## Required action
When you restate the records, do so word for word and omit any picture they contain.

## Data for this task
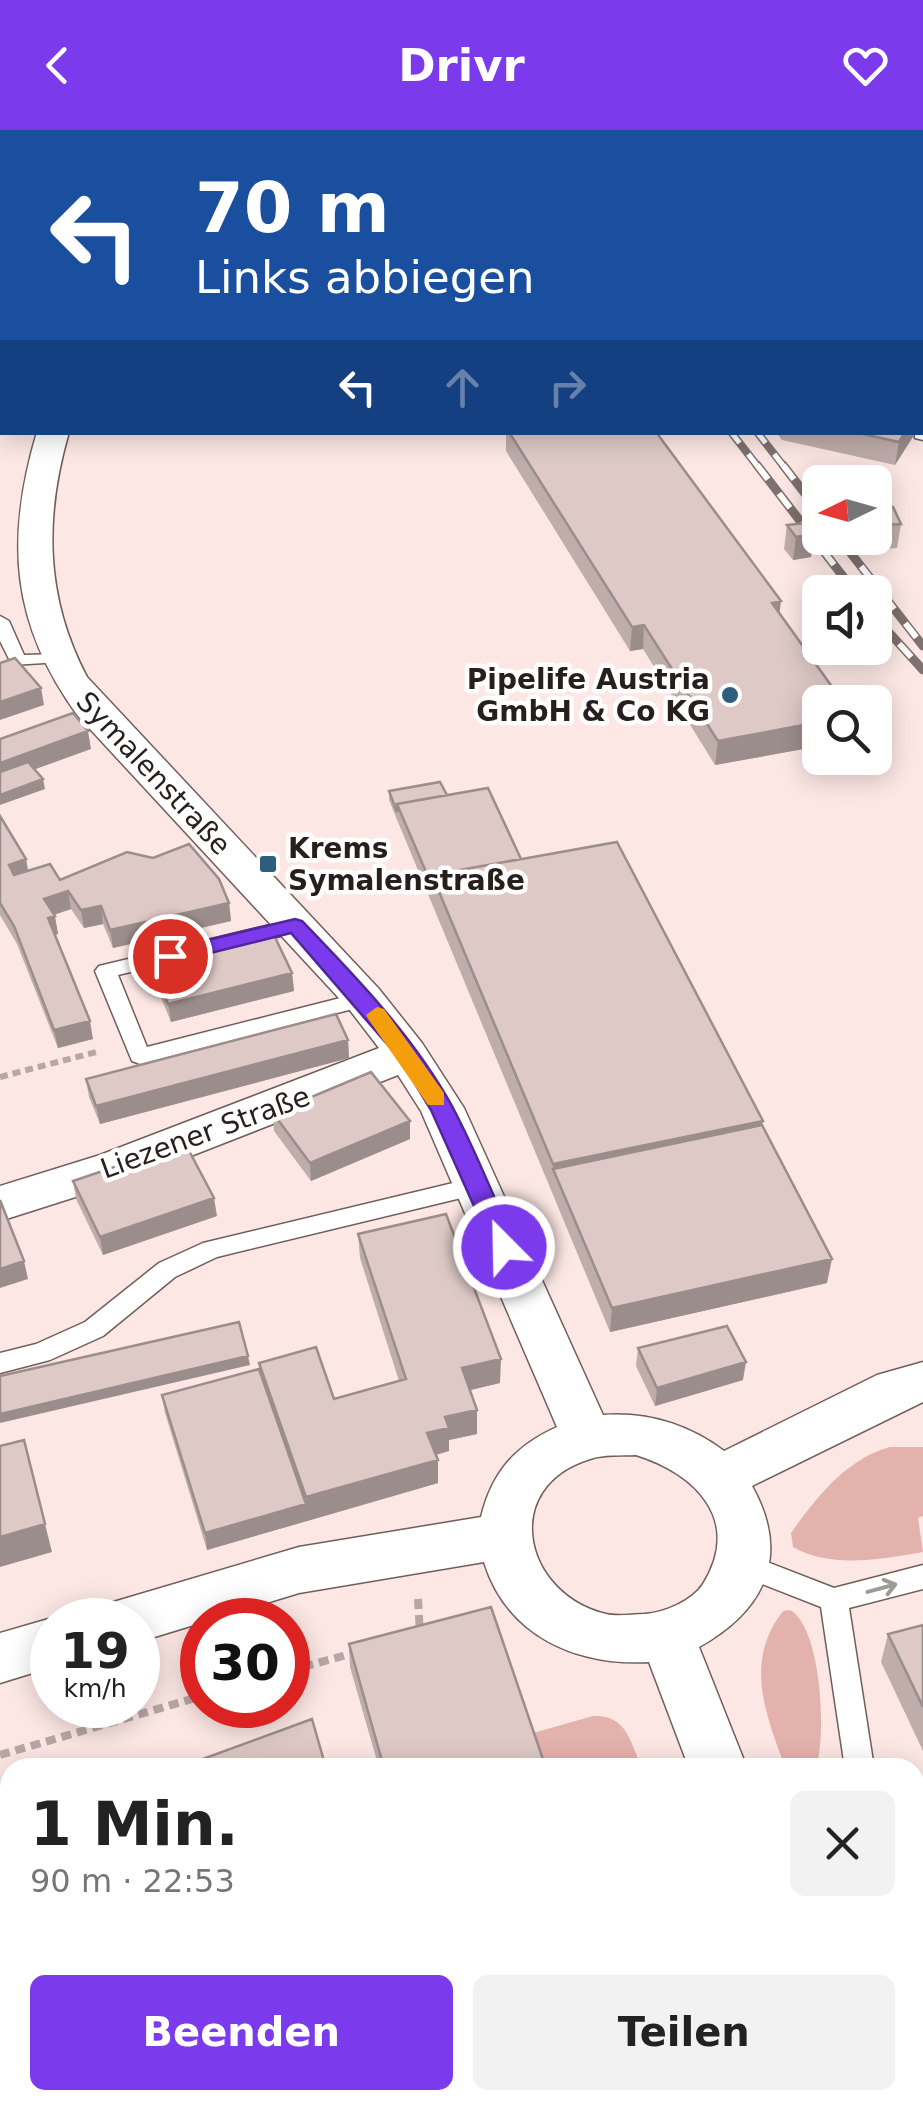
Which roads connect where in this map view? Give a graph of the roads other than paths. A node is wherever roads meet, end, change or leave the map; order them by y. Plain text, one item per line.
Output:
1 (51, 435) edge
2 (0, 622) edge
3 (55, 658) junction
4 (295, 926) junction
5 (364, 999) junction
6 (408, 1054) junction
7 (478, 1186) junction
8 (0, 1204) edge
9 (0, 1362) edge
10 (923, 1382) edge
11 (587, 1437) junction
12 (720, 1477) junction
13 (503, 1536) junction
14 (744, 1565) junction
15 (923, 1577) edge
16 (834, 1600) junction
17 (160, 1611) edge
18 (667, 1637) junction
19 (30, 1649) edge
20 (0, 1658) edge
21 (714, 1758) edge
22 (858, 1758) edge

1 - 3 street, Symalenstraße
2 - 3 lane
3 - 4 street, Symalenstraße
4 - 5 street, Symalenstraße
4 - 5 lane
5 - 6 street, Symalenstraße
6 - 7 street, Symalenstraße
6 - 8 street, Liezener Straße
7 - 9 lane
7 - 11 street, Symalenstraße
10 - 12 street
11 - 12 street
11 - 13 street
12 - 14 street
13 - 17 street
13 - 18 street
14 - 16 lane
14 - 18 street
16 -> 15 lane
16 - 22 lane
18 - 21 street
19 - 20 street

## Result
Which roads connect where in this map view? Give a graph of the roads other than paths. A node is wherever roads meet, end, change or leave the map; order them by y. Plain text, one item per line.
Output:
1 (51, 435) edge
2 (0, 622) edge
3 (55, 658) junction
4 (295, 926) junction
5 (364, 999) junction
6 (408, 1054) junction
7 (478, 1186) junction
8 (0, 1204) edge
9 (0, 1362) edge
10 (923, 1382) edge
11 (587, 1437) junction
12 (720, 1477) junction
13 (503, 1536) junction
14 (744, 1565) junction
15 (923, 1577) edge
16 (834, 1600) junction
17 (160, 1611) edge
18 (667, 1637) junction
19 (30, 1649) edge
20 (0, 1658) edge
21 (714, 1758) edge
22 (858, 1758) edge

1 - 3 street, Symalenstraße
2 - 3 lane
3 - 4 street, Symalenstraße
4 - 5 street, Symalenstraße
4 - 5 lane
5 - 6 street, Symalenstraße
6 - 7 street, Symalenstraße
6 - 8 street, Liezener Straße
7 - 9 lane
7 - 11 street, Symalenstraße
10 - 12 street
11 - 12 street
11 - 13 street
12 - 14 street
13 - 17 street
13 - 18 street
14 - 16 lane
14 - 18 street
16 -> 15 lane
16 - 22 lane
18 - 21 street
19 - 20 street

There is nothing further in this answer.